Giuseppe Camerata (1718–1803) was an Italian miniaturist painter and engraver.

==Biography==
He was born at Frascati or at Venice, the son of G. Camerata, a painter of some reputation, and studied under Gregorio Lazzarini. He learned the technique of engraving from Giovanni Cattini, and after visiting Vienna in 1742, was in 1751 invited to assist in engraving the plates for the Dresden Gallery, and was there made principal engraver to the Court. He visited Italy again in later life, and subsequently came to Munich, where he settled for a time in 1763. He afterwards became professor in the Academy at Dresden, where he died.

==Selected works==

===Portraits===
- Marco Foscarini, Doge of Venice and former patron of Piranesi.
- Simone Cantarini, Procurator of St. Mark.
- Sebastiano Bombelli, the Venetian painter.

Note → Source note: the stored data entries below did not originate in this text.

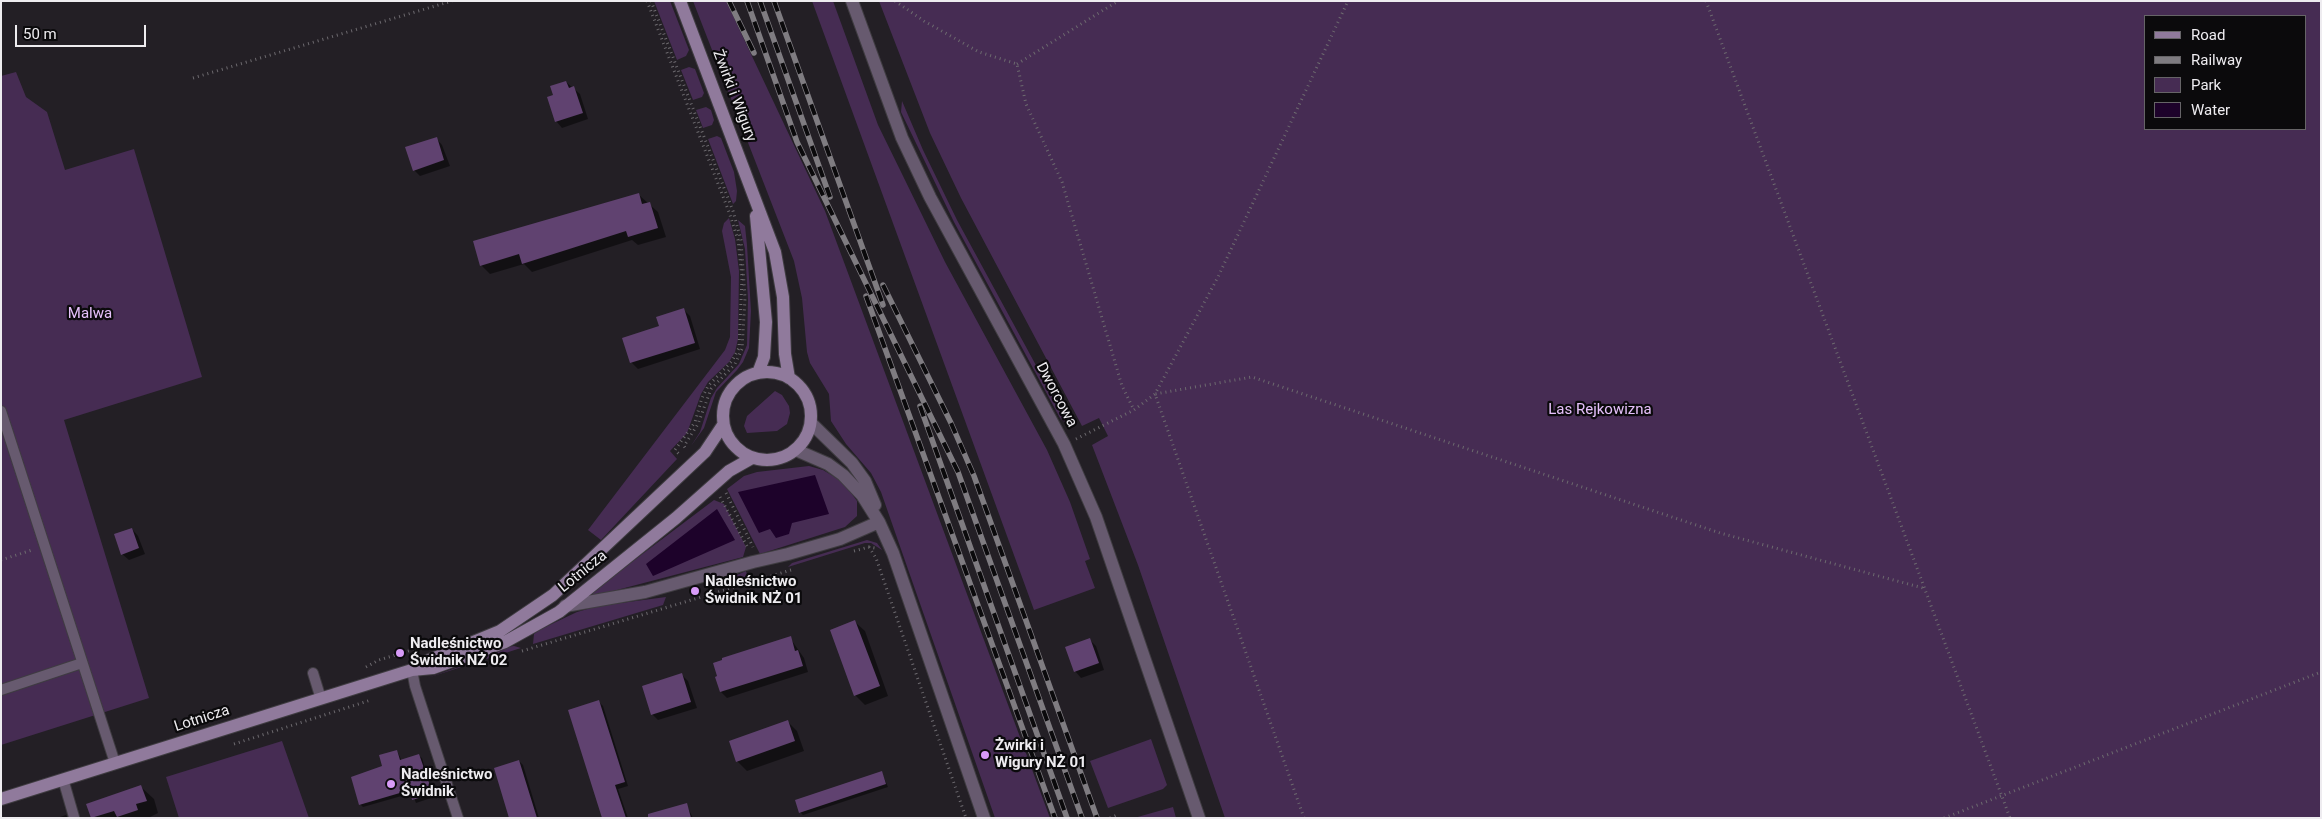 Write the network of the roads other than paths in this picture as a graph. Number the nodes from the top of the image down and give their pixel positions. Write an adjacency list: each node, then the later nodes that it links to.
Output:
1 (680, 1): 3 (main road, Żwirki i Wigury)
2 (852, 1): 24 (street, Dworcowa)
3 (755, 204): 4 (main road, Żwirki i Wigury); 5 (main road, Żwirki i Wigury)
4 (758, 373): 5 (main road); 8 (main road)
5 (789, 378): 7 (main road)
6 (1, 411): 13 (lane)
7 (810, 423): 9 (main road); 11 (street)
8 (723, 425): 10 (main road); 14 (main road, Lotnicza)
9 (796, 450): 10 (main road); 11 (street)
10 (752, 458): 12 (main road, Lotnicza)
11 (879, 522): 12 (street); 23 (street)
12 (566, 606): 14 (main road, Lotnicza)
13 (82, 663): 16 (lane); 18 (lane)
14 (412, 670): 17 (main road, Lotnicza); 22 (lane)
15 (313, 673): 17 (lane)
16 (1, 690)
17 (321, 699): 18 (main road, Lotnicza)
18 (115, 763): 19 (main road, Lotnicza)
19 (63, 779): 20 (main road, Lotnicza); 21 (lane)
20 (1, 799)
21 (74, 817)
22 (458, 818)
23 (984, 818)
24 (1199, 818)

===Subjects from Dresden Gallery===
- Parable of the Talents; Parable of the Lost Piece of Silver; Parable of the Prodigal Son; David with the Head of Goliath; Infant Bacchus; after Domenico Fetti.
- Holy Family; after Giulio Cesare Procaccini
- St. Roch aiding the Plague-stricken; after Camillo Procaccini.
- St. Roch distributing Alms and Assumption of the Virgin after Annibale Carracci.
- Adulteress before Christ; after Bartolomeo Biscaino.
- Chastity of Joseph; after Simone Cantarini.
- Old and New Testament; after A. Baccari.
- Mary Magdalene after Pompeo Batoni.
- A half-length figure, with a beard and Another half-length, the companion; after Dietrich.
- Mary Magdalene; after Van der Werf.